* **TO DO**
Those lines of the records that contain "dead" are to be located and copied.

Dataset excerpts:

......

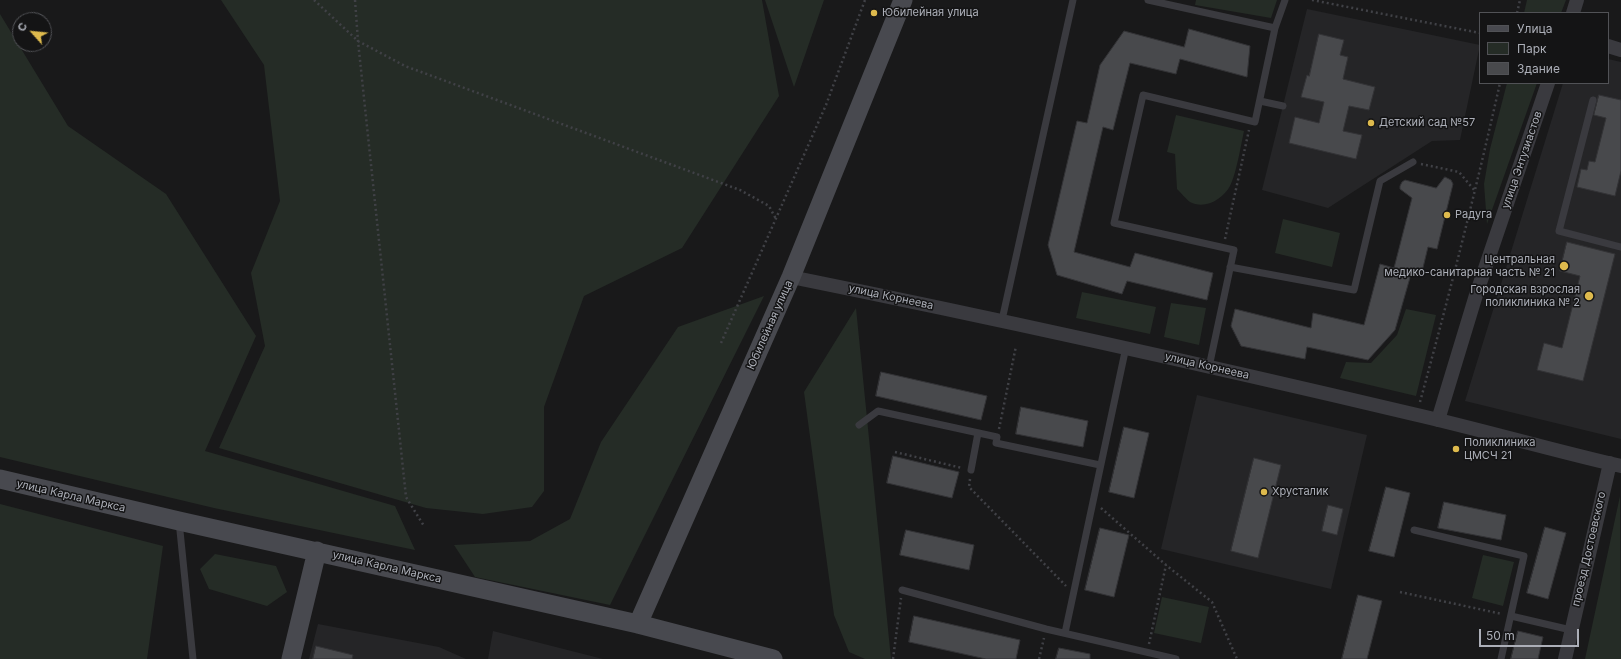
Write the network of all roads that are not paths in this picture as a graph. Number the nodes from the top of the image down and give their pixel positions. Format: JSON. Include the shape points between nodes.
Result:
{"nodes":[{"id":1,"x":903,"y":0,"type":"edge"},
{"id":2,"x":1073,"y":0,"type":"edge"},
{"id":3,"x":1148,"y":0,"type":"edge"},
{"id":4,"x":1285,"y":0,"type":"edge"},
{"id":5,"x":1577,"y":0,"type":"edge"},
{"id":6,"x":1573,"y":12,"type":"edge"},
{"id":7,"x":1276,"y":28,"type":"junction"},
{"id":8,"x":1609,"y":46,"type":"edge"},
{"id":9,"x":1621,"y":50,"type":"edge"},
{"id":10,"x":1548,"y":84,"type":"edge"},
{"id":11,"x":1593,"y":100,"type":"dead end"},
{"id":12,"x":1260,"y":101,"type":"junction"},
{"id":13,"x":1283,"y":106,"type":"dead end"},
{"id":14,"x":1413,"y":162,"type":"road end"},
{"id":15,"x":1621,"y":247,"type":"edge"},
{"id":16,"x":1230,"y":267,"type":"junction"},
{"id":17,"x":791,"y":277,"type":"junction"},
{"id":18,"x":1002,"y":320,"type":"junction"},
{"id":19,"x":1126,"y":347,"type":"junction"},
{"id":20,"x":1209,"y":367,"type":"junction"},
{"id":21,"x":1438,"y":420,"type":"junction"},
{"id":22,"x":858,"y":424,"type":"dead end"},
{"id":23,"x":978,"y":432,"type":"junction"},
{"id":24,"x":1100,"y":465,"type":"junction"},
{"id":25,"x":1615,"y":465,"type":"edge"},
{"id":26,"x":971,"y":470,"type":"road end"},
{"id":27,"x":0,"y":479,"type":"edge"},
{"id":28,"x":179,"y":521,"type":"junction"},
{"id":29,"x":1414,"y":530,"type":"dead end"},
{"id":30,"x":317,"y":551,"type":"junction"},
{"id":31,"x":902,"y":590,"type":"road end"},
{"id":32,"x":1511,"y":616,"type":"junction"},
{"id":33,"x":638,"y":624,"type":"junction"},
{"id":34,"x":1571,"y":630,"type":"junction"},
{"id":35,"x":1064,"y":633,"type":"junction"},
{"id":36,"x":1146,"y":656,"type":"edge"},
{"id":37,"x":193,"y":659,"type":"edge"},
{"id":38,"x":291,"y":659,"type":"edge"},
{"id":39,"x":774,"y":659,"type":"edge"},
{"id":40,"x":1176,"y":659,"type":"edge"},
{"id":41,"x":1501,"y":659,"type":"edge"},
{"id":42,"x":1565,"y":659,"type":"edge"}],
"edges":[{"from":1,"to":17,"type":"main road","name":"Юбилейная улица"},
{"from":2,"to":18,"type":"lane"},
{"from":3,"to":7,"type":"lane"},
{"from":4,"to":7,"type":"lane"},
{"from":5,"to":6,"type":"street"},
{"from":7,"to":12,"type":"lane"},
{"from":8,"to":9,"type":"street"},
{"from":10,"to":21,"type":"street","name":"улица Энтузиастов","via":[[1480,282]]},
{"from":11,"to":15,"type":"lane","via":[[1559,231]]},
{"from":12,"to":13,"type":"lane"},
{"from":12,"to":16,"type":"lane","via":[[1255,122],[1143,95],[1114,222],[1234,250]]},
{"from":14,"to":16,"type":"lane","via":[[1380,182],[1354,290]]},
{"from":16,"to":20,"type":"lane"},
{"from":17,"to":18,"type":"street","name":"улица Корнеева"},
{"from":17,"to":33,"type":"main road","name":"Юбилейная улица"},
{"from":18,"to":19,"type":"street","name":"улица Корнеева"},
{"from":19,"to":20,"type":"street","name":"улица Корнеева"},
{"from":19,"to":24,"type":"lane"},
{"from":20,"to":21,"type":"street","name":"улица Корнеева"},
{"from":21,"to":25,"type":"street","name":"улица Корнеева"},
{"from":22,"to":23,"type":"lane","via":[[878,411]]},
{"from":23,"to":24,"type":"lane","via":[[997,437],[996,444]]},
{"from":23,"to":26,"type":"lane"},
{"from":24,"to":35,"type":"lane"},
{"from":25,"to":34,"type":"street","name":"проезд Достоевского"},
{"from":27,"to":28,"type":"main road","name":"улица Карла Маркса"},
{"from":28,"to":30,"type":"main road","name":"улица Карла Маркса"},
{"from":28,"to":37,"type":"lane"},
{"from":29,"to":32,"type":"lane","via":[[1524,556]]},
{"from":30,"to":33,"type":"main road","name":"улица Карла Маркса"},
{"from":30,"to":38,"type":"main road"},
{"from":31,"to":35,"type":"lane"},
{"from":32,"to":34,"type":"lane"},
{"from":32,"to":41,"type":"lane"},
{"from":33,"to":39,"type":"main road","name":"улица Карла Маркса"},
{"from":34,"to":42,"type":"street","name":"проезд Достоевского"},
{"from":35,"to":36,"type":"lane"},
{"from":36,"to":40,"type":"lane"}]}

......

* **WRITTEN RESPONSE**
{"id":11,"x":1593,"y":100,"type":"dead end"},
{"id":13,"x":1283,"y":106,"type":"dead end"},
{"id":22,"x":858,"y":424,"type":"dead end"},
{"id":29,"x":1414,"y":530,"type":"dead end"},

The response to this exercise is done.